In our analysis, the absence of recognizable prominent differences in molecular alterations based on BRCA1 mutation status would be in line with previous clinical data suggesting that BRCA1 status per se might not play a major role in conferring a distinct prognosis within basal-like disease. Results from three retrospective studies that have evaluated the prognostic role of BRCA1/2 mutations (mostly BRCA1) in TN breast cancer support this hypothesis [1315]. In Bayraktar et al. [13], BRCA1/2 status was not found to be prognostic in 227 women with early TN breast cancer referred to genetic counseling. Similar results were observed in a cohort of 195 patients with metastatic breast cancer, where the independent prognostic value of BRCA1 in univariate analyses was lost when TN status and other clinical-pathological variables were taken into account [14]. More recently, Huzarski et al. [15] evaluated the association of germline BRCA1 mutation status with 10 year overall survival in 3,350 polish women with a diagnosis of breast cancer. The authors observed that BRCA1 mutation status was significantly associated with worse outcome when standard clinical-pathological variables were taken into account [15]. However, among patients with TN breast cancer, BRCA1 status was not associated with worse outcome [15].

The role of the BRCA1 mutation status as a predictive factor of treatment response among TN breast cancer is also under study. On the one hand, two retrospective studies have evaluated the ability of BRCA1 mutation status to predict response to multi-agent chemotherapy [11, 12]. In the first study, Arun and colleagues showed no significant differences in terms of pathological complete response rates after neoadjuvant chemotherapy (mostly anthracycline/taxane-based) among 75 patients with TN breast cancer in relation to their BRCA1 status [11]. In the second study, Gonzalez-Angulo et al. [12] observed a better outcome in BRCA1/2 mutated TN breast cancer compared to BRCA1/2 non-mutated TN breast cancers after treatment with adjuvant anthracycline/taxane-based chemotherapy. On the other hand, two recent prospective clinical trials (GeparSixto [23] and CALGB40603 [24]) have demonstrated the value of adding carboplatin, a DNA-damaging agent, to standard neoadjuvant anthracycline/taxane-based chemotherapy in 769 patients with newly diagnosed TN breast cancer, regardless of their BRCA1 mutational status.

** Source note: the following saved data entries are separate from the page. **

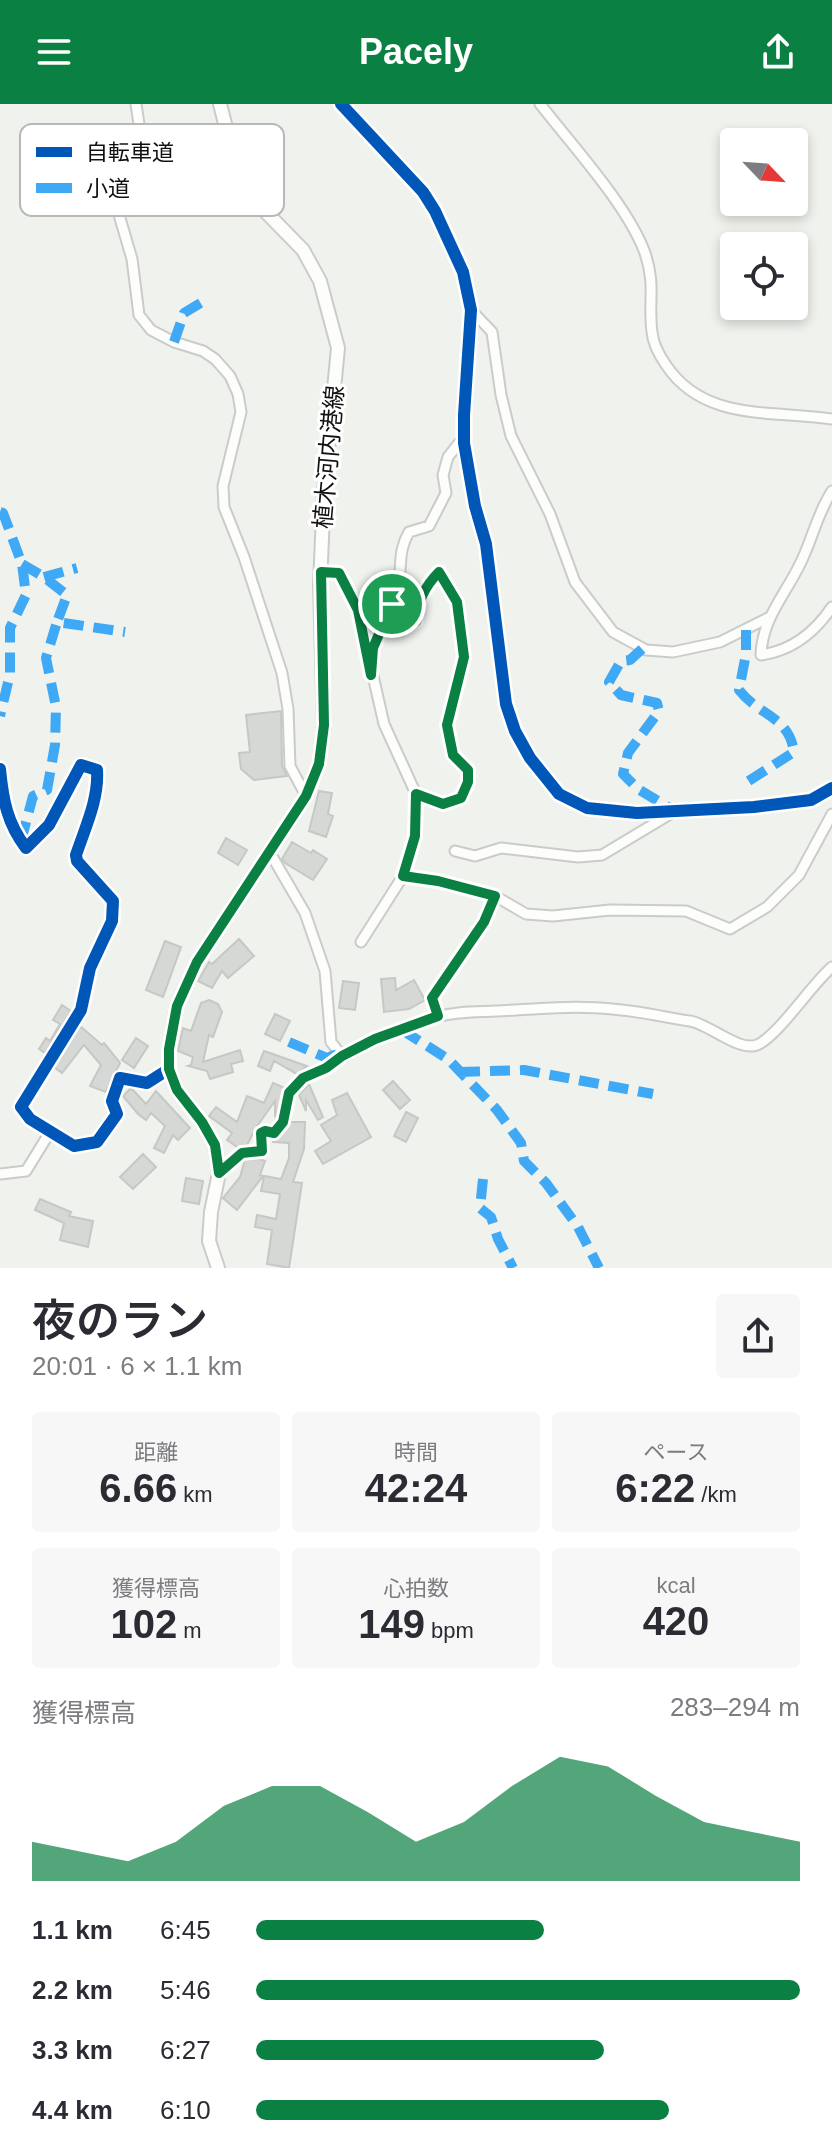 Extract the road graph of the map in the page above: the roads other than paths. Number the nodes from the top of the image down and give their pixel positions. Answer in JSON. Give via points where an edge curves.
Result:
{"nodes":[{"id":1,"x":136,"y":104,"type":"edge"},
{"id":2,"x":220,"y":104,"type":"edge"},
{"id":3,"x":341,"y":104,"type":"edge"},
{"id":4,"x":540,"y":104,"type":"edge"},
{"id":5,"x":139,"y":124,"type":"edge"},
{"id":6,"x":225,"y":124,"type":"edge"},
{"id":7,"x":119,"y":216,"type":"edge"},
{"id":8,"x":270,"y":216,"type":"edge"},
{"id":9,"x":471,"y":310,"type":"junction"},
{"id":10,"x":832,"y":419,"type":"edge"},
{"id":11,"x":464,"y":443,"type":"junction"},
{"id":12,"x":832,"y":491,"type":"edge"},
{"id":13,"x":321,"y":572,"type":"junction"},
{"id":14,"x":392,"y":604,"type":"junction"},
{"id":15,"x":832,"y":607,"type":"edge"},
{"id":16,"x":770,"y":617,"type":"junction"},
{"id":17,"x":371,"y":675,"type":"junction"},
{"id":18,"x":0,"y":769,"type":"edge"},
{"id":19,"x":832,"y":788,"type":"edge"},
{"id":20,"x":416,"y":794,"type":"junction"},
{"id":21,"x":306,"y":796,"type":"junction"},
{"id":22,"x":675,"y":811,"type":"junction"},
{"id":23,"x":832,"y":814,"type":"edge"},
{"id":24,"x":269,"y":851,"type":"junction"},
{"id":25,"x":455,"y":851,"type":"dead end"},
{"id":26,"x":403,"y":876,"type":"junction"},
{"id":27,"x":495,"y":896,"type":"junction"},
{"id":28,"x":361,"y":942,"type":"dead end"},
{"id":29,"x":832,"y":967,"type":"edge"},
{"id":30,"x":438,"y":1016,"type":"junction"},
{"id":31,"x":342,"y":1056,"type":"junction"},
{"id":32,"x":169,"y":1069,"type":"junction"},
{"id":33,"x":50,"y":1132,"type":"junction"},
{"id":34,"x":219,"y":1173,"type":"junction"},
{"id":35,"x":0,"y":1174,"type":"edge"},
{"id":36,"x":218,"y":1268,"type":"edge"}],
"edges":[{"from":1,"to":5,"type":"street"},
{"from":2,"to":6,"type":"main road","name":"植木河内港線"},
{"from":3,"to":9,"type":"street","via":[[435,211],[463,272]]},
{"from":4,"to":10,"type":"street","via":[[636,233],[653,282],[652,332],[658,354],[672,374],[692,393],[731,410]]},
{"from":7,"to":21,"type":"street","via":[[132,259],[139,315],[151,330],[215,359],[238,394],[241,412],[223,486],[224,507],[282,673],[290,766]]},
{"from":8,"to":13,"type":"main road","name":"植木河内港線","via":[[303,250],[320,281],[338,348]]},
{"from":9,"to":11,"type":"street"},
{"from":9,"to":16,"type":"street","via":[[492,332],[511,436],[550,514],[575,582],[613,632],[646,650],[673,652],[720,642]]},
{"from":11,"to":14,"type":"street","via":[[448,457],[446,493],[439,510],[429,526],[409,532],[402,544]]},
{"from":11,"to":22,"type":"street","via":[[486,544],[506,704],[530,758],[559,794],[587,808]]},
{"from":12,"to":16,"type":"street"},
{"from":13,"to":17,"type":"street","via":[[339,573],[358,610]]},
{"from":13,"to":21,"type":"main road","name":"植木河内港線","via":[[324,725],[319,764]]},
{"from":14,"to":17,"type":"street","via":[[373,648]]},
{"from":14,"to":20,"type":"street","via":[[405,628],[416,621],[429,581],[439,572],[457,602],[462,636],[464,657],[447,725],[453,755],[468,770],[468,782],[461,798],[443,804]]},
{"from":15,"to":16,"type":"street","via":[[793,646],[761,655]]},
{"from":17,"to":20,"type":"street","via":[[384,724]]},
{"from":18,"to":33,"type":"street","via":[[5,811],[26,848],[49,825],[81,765],[97,770],[94,802],[76,855],[113,901],[112,921],[90,968],[81,1010],[21,1107]]},
{"from":19,"to":22,"type":"street","via":[[811,800]]},
{"from":20,"to":26,"type":"street","via":[[415,836]]},
{"from":21,"to":24,"type":"main road","name":"植木河内港線"},
{"from":22,"to":25,"type":"street","via":[[602,855],[501,848],[475,856]]},
{"from":23,"to":27,"type":"street","via":[[799,875],[767,907],[730,929],[686,911],[526,914]]},
{"from":24,"to":31,"type":"street","via":[[305,913],[325,971],[331,1042]]},
{"from":24,"to":32,"type":"main road","name":"植木河内港線","via":[[197,962],[177,1006]]},
{"from":26,"to":27,"type":"street"},
{"from":26,"to":28,"type":"street"},
{"from":27,"to":30,"type":"street","via":[[484,922],[432,998]]},
{"from":29,"to":30,"type":"street","via":[[756,1045],[746,1046],[698,1023],[612,1009]]},
{"from":30,"to":31,"type":"street"},
{"from":31,"to":34,"type":"street","via":[[303,1078],[289,1093],[283,1122],[274,1133],[261,1133],[262,1151],[242,1153]]},
{"from":32,"to":33,"type":"street","via":[[147,1083],[120,1078],[112,1101],[117,1114],[97,1142],[74,1146]]},
{"from":32,"to":34,"type":"main road","via":[[177,1090],[215,1145]]},
{"from":33,"to":35,"type":"street","via":[[26,1171]]},
{"from":34,"to":36,"type":"main road","via":[[209,1241]]}]} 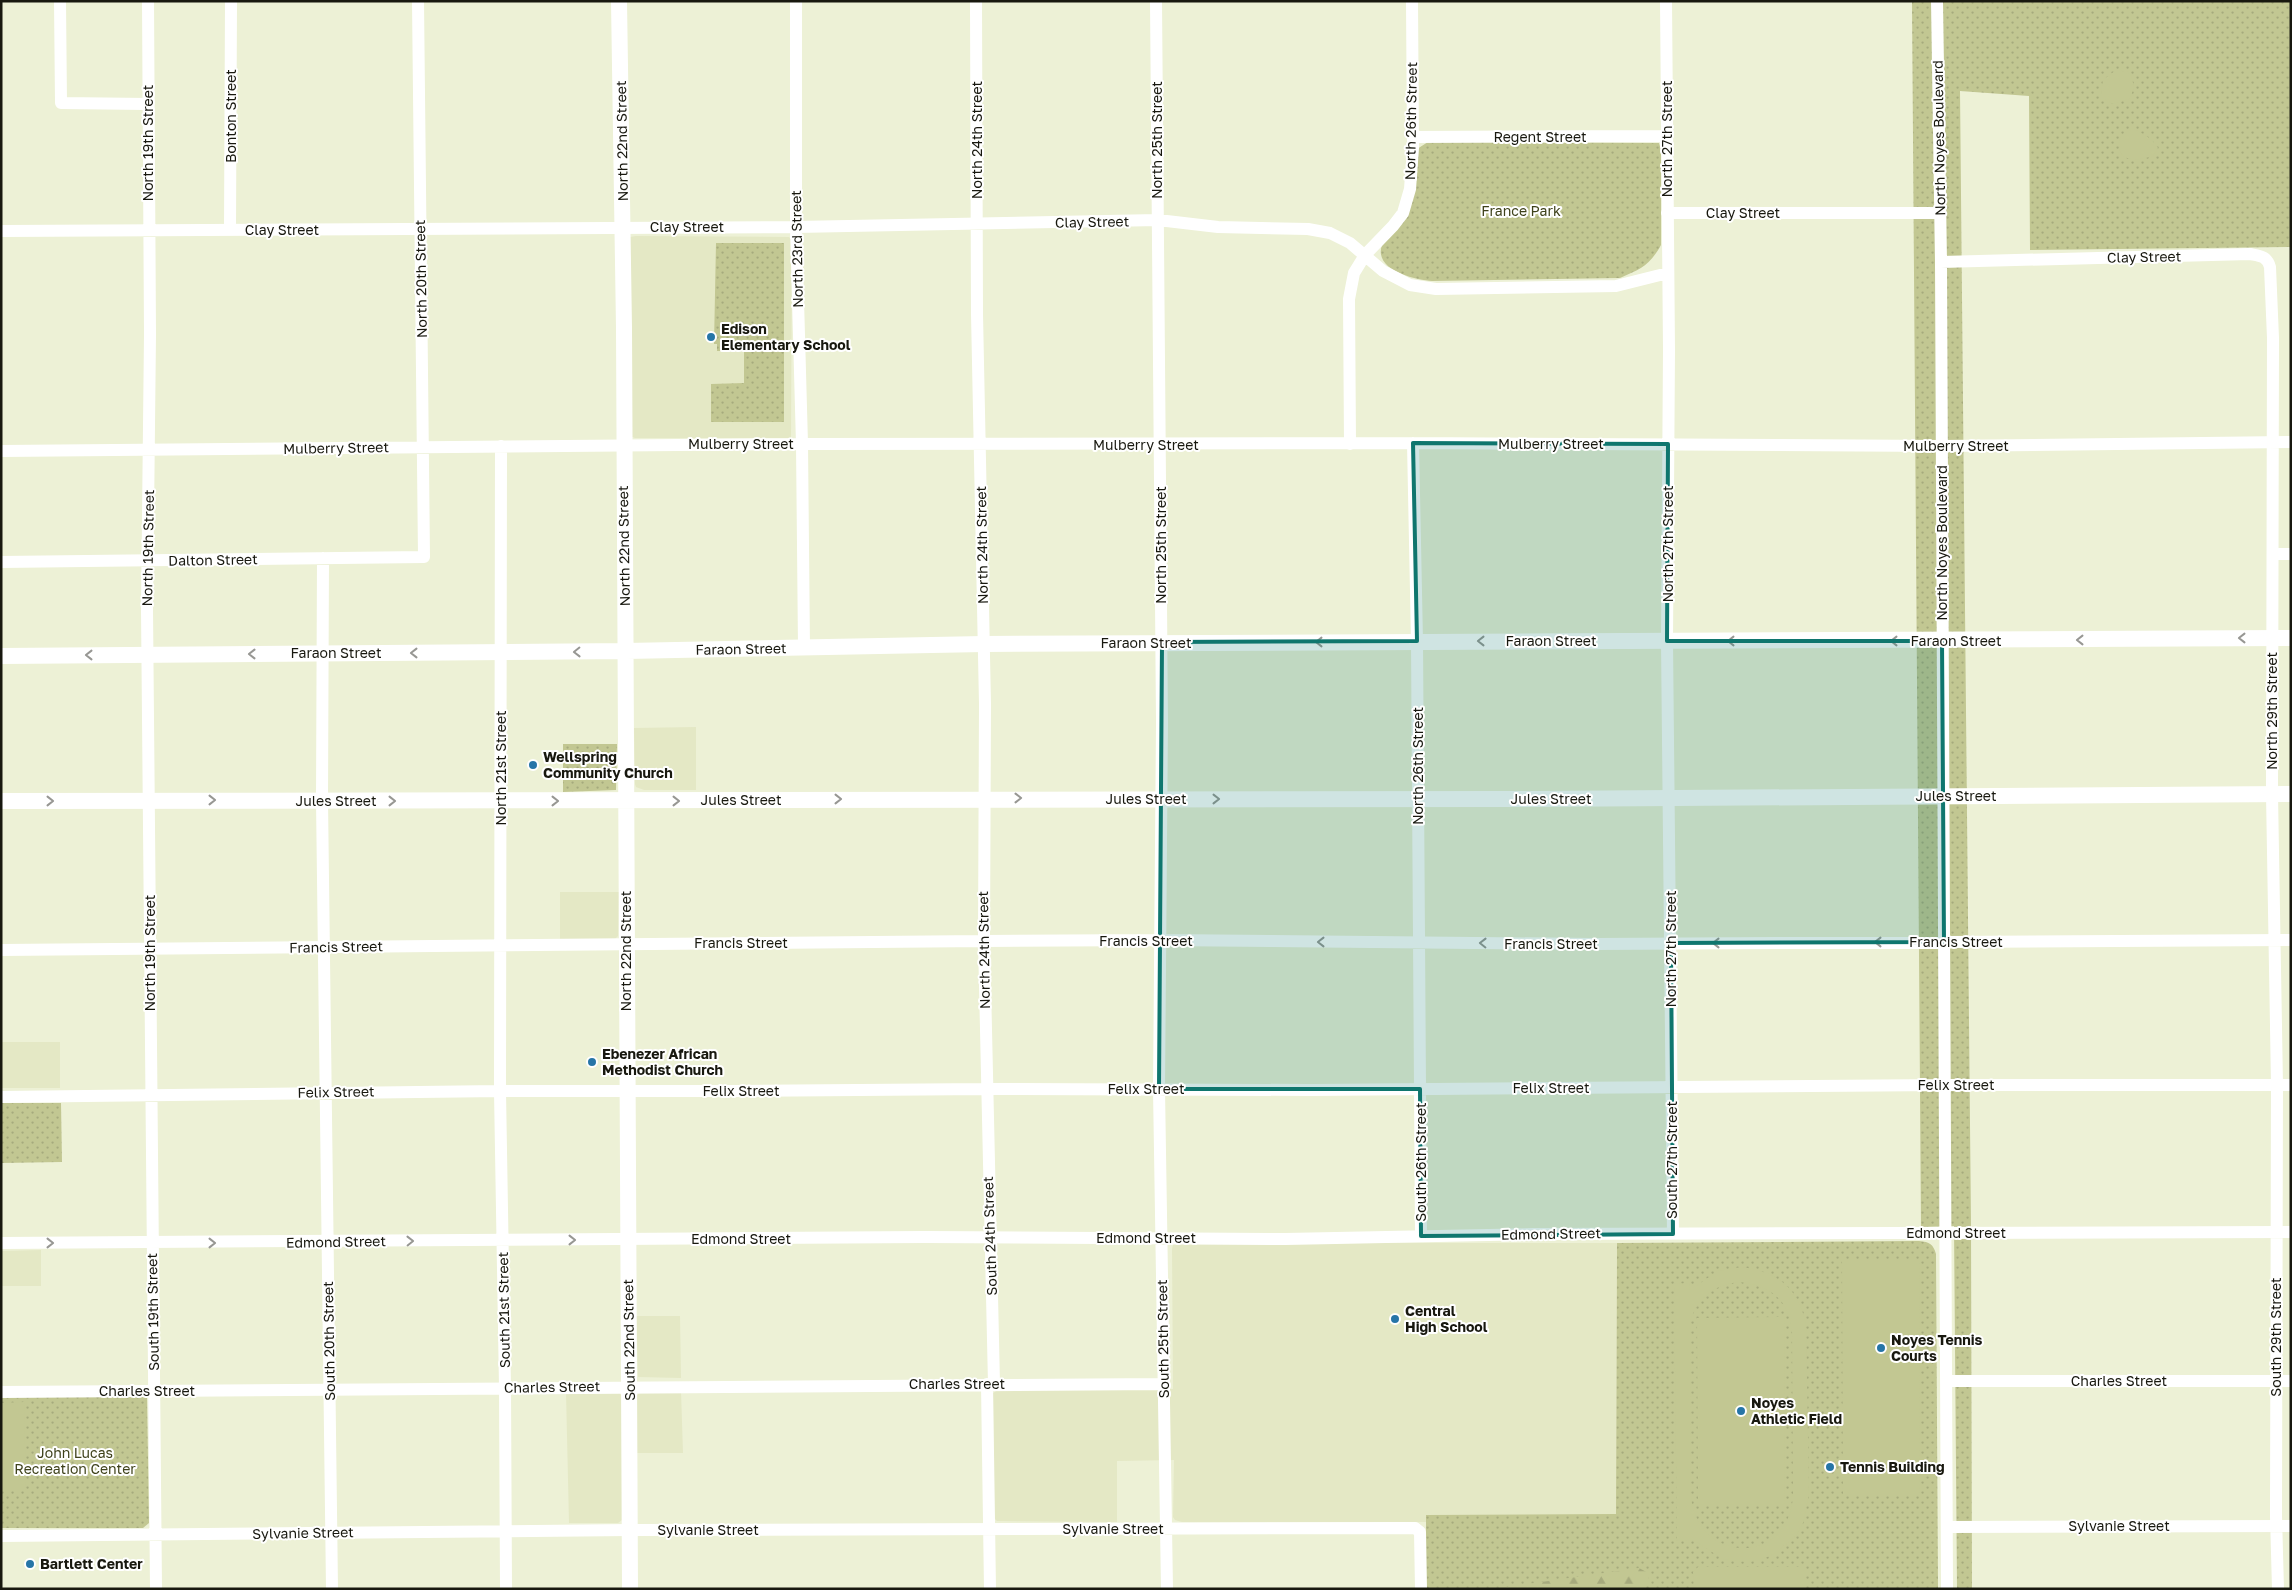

Previous retrospective studies have suggested that BRCA1 mutated tumors might substantially benefit from platinum [9, 25]. In fact, in the GeparSixto TN trial [23, 26], recent data reported higher pCR rates in BRCA1/2-mutated patients compared to BRCA1/2 non-mutated patients. Nevertheless, data on the intrinsic subtype of the TN wild-type tumors in this clinical trial have not been reported yet and it might be interesting to analyze whether the basal-like benefits the most. Supporting the hypothesis that basal-like BRCA1 non-mutated breast cancers might also benefit to some extent from DNA-damaging agents, several studies have identified BRCA1 mutation-unrelated mechanisms of platinum sensitivity in TN BRCA1 wild-type breast cancer such as the p63/p73 network, telomeric allelic imbalance, and homologous recombination deficiency [2729].

Conclusions

In this study, we compared DNA, RNA, and protein data among basal-like tumors with and without BRCA1 mutations and observed that minor molecular features exist. The clinical relevance of these differences is unknown and further validation in larger and prospective cohorts is warranted. Biomarker analyses are needed to clarify if BRCA1 status is an independent prognostic feature and/or a predictive biomarker of benefit from DNA-damaging agents beyond the basal-like phenotype.